Globalizing Gender Equality

Event Date: 

Thursday, June 1, 2017 - 12:00am


By Melisa Villafuerte

Gender inequality in the 21st century? The recent marches and labor strikes that have taken place globally serve as a reminder that there is gender inequality is still very real. Women are still constantly having to fight against the system to be recognized as equals. The problem lies in the fact that the issue is not widely acknowledged.

People assume that we have evolved into a very progressive and developed world where women face little if any oppression. In reality there still are micro-scale aggressions directed to women every day, and quite significant aggressions directed to women in the workplace and in their social lives.

I believe the key to changing the social and economic inequality that women face is for people to start identifying as feminists. There must be an awareness of intersectionality and an understanding that every woman has her own individual struggle. The only way to create change of for us to collectively stand up against the system.

In the United States women are economically oppressed by way of lower wages. According to CNN Money, women “generally earn 97 cent for every dollar men earn” which adds up to a huge difference in the lifestyles of women compared in particular to white men. Once ethnicity is considered women of color fare even worse, earning less compared to white women and occupying a lower percentage of the work force.

Another example of women’s constant struggle for equality is how women in many countries are still seen as ideally submissive and confined to motherly duties. In Ireland, where abortion is prohibited by federal law, the 8th amendment states “Acknowledged the right to life of the unborn, with due regard to the equal right to life of the mother” meaning abortion is only permitted in situations where the life of the mother is endangered.

In the eyes of a woman who has been raped and does not want to have to bear the burden of having the child this restriction may be seen as unreasonable. Indeed, the law exercises control over women’s bodies. Reproductive rights are one of the struggles that women are fighting for that closely affects their lives.

As mentioned earlier, the most effective way to bring attention to the struggle for gender equality is the creation of a social movement. Demonstrations such as the “Day Without a Woman” are important because they raise the conversation over what women want and what they can do to achieve their goals.

People like Eliza Mackintosh remind us that “the action is aimed at showing the economic importance and impact of women on society.” I believe that the best way to achieve something is to violate social norms.

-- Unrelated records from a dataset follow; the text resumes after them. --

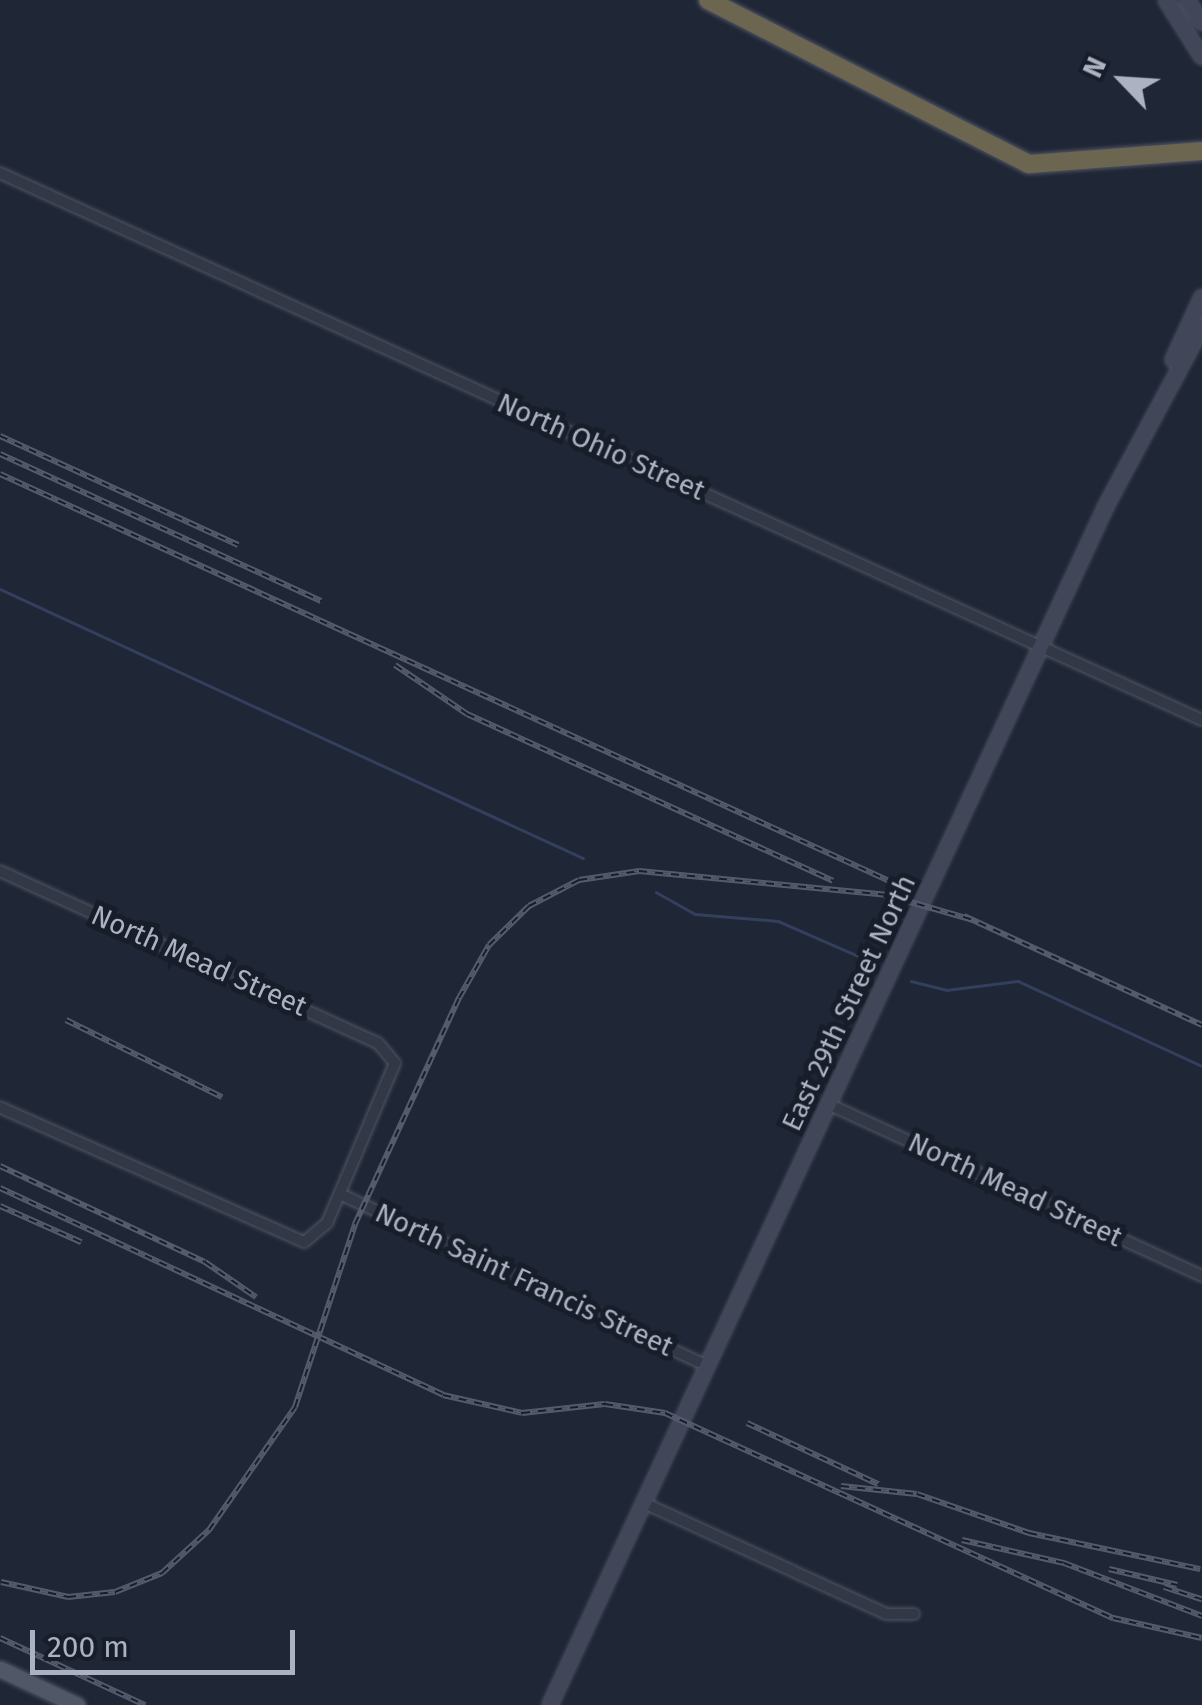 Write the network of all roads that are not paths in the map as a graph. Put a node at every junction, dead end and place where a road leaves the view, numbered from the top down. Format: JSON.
{"nodes":[{"id":1,"x":708,"y":0,"type":"edge"},
{"id":2,"x":1166,"y":0,"type":"edge"},
{"id":3,"x":1187,"y":0,"type":"edge"},
{"id":4,"x":1202,"y":22,"type":"edge"},
{"id":5,"x":1202,"y":57,"type":"edge"},
{"id":6,"x":1202,"y":151,"type":"edge"},
{"id":7,"x":0,"y":172,"type":"edge"},
{"id":8,"x":1202,"y":297,"type":"edge"},
{"id":9,"x":1202,"y":327,"type":"edge"},
{"id":10,"x":1168,"y":380,"type":"junction"},
{"id":11,"x":1042,"y":645,"type":"junction"},
{"id":12,"x":1202,"y":720,"type":"edge"},
{"id":13,"x":0,"y":870,"type":"edge"},
{"id":14,"x":828,"y":1104,"type":"junction"},
{"id":15,"x":0,"y":1106,"type":"edge"},
{"id":16,"x":340,"y":1194,"type":"junction"},
{"id":17,"x":1202,"y":1276,"type":"edge"},
{"id":18,"x":708,"y":1366,"type":"junction"},
{"id":19,"x":644,"y":1503,"type":"junction"},
{"id":20,"x":914,"y":1614,"type":"dead end"},
{"id":21,"x":0,"y":1669,"type":"edge"},
{"id":22,"x":77,"y":1705,"type":"edge"},
{"id":23,"x":550,"y":1705,"type":"edge"}],
"edges":[{"from":1,"to":6,"type":"highway"},
{"from":2,"to":5,"type":"street"},
{"from":3,"to":4,"type":"street"},
{"from":7,"to":11,"type":"street","name":"North Ohio Street"},
{"from":8,"to":10,"type":"street"},
{"from":9,"to":10,"type":"street","name":"East 29th Street North"},
{"from":10,"to":11,"type":"street","name":"East 29th Street North"},
{"from":11,"to":12,"type":"street","name":"North Ohio Street"},
{"from":11,"to":14,"type":"street","name":"East 29th Street North"},
{"from":13,"to":16,"type":"street","name":"North Mead Street"},
{"from":14,"to":17,"type":"street","name":"North Mead Street"},
{"from":14,"to":18,"type":"street","name":"East 29th Street North"},
{"from":15,"to":16,"type":"street"},
{"from":16,"to":18,"type":"street","name":"North Saint Francis Street"},
{"from":18,"to":19,"type":"street","name":"East 29th Street North"},
{"from":19,"to":20,"type":"street"},
{"from":19,"to":23,"type":"street","name":"East 29th Street North"},
{"from":21,"to":22,"type":"main road"}]}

In this case women violated social norms by marching, striking and generally rallying around their common cause.

These demonstrations brought women together from a wide array of locations, ethnicities and social positions. I am not saying that these identities were put aside, rather they were highlighted among a range of women’s individual struggles for themselves and their daughters. Poulami Basu writes that the is better communication when the concept of global sisterhood is abandoned and profound differences in women’s lives are fully acknowledged.

Ultimately I believe that the women’s movement would have more supporters if it were not for the stigma attached to the word feminism. Having an equal proportion of men and women in the workforce would benefit the economy as productivity would be increased by harnessing the output of both genders.

Some may still see increased involvement of women in society as a threat, as Basu mentions in her piece that the “resistance to feminism may reflect a fear that it demands a total transformation of social order”.

Since our countries have been structured to support male domination for centuries the simple concept of having women play a more active role is frightening to some, but it’s not only a change we need to make, it’s inevitable. We must make this struggle a collective fight if the movement for gender equality is to go global.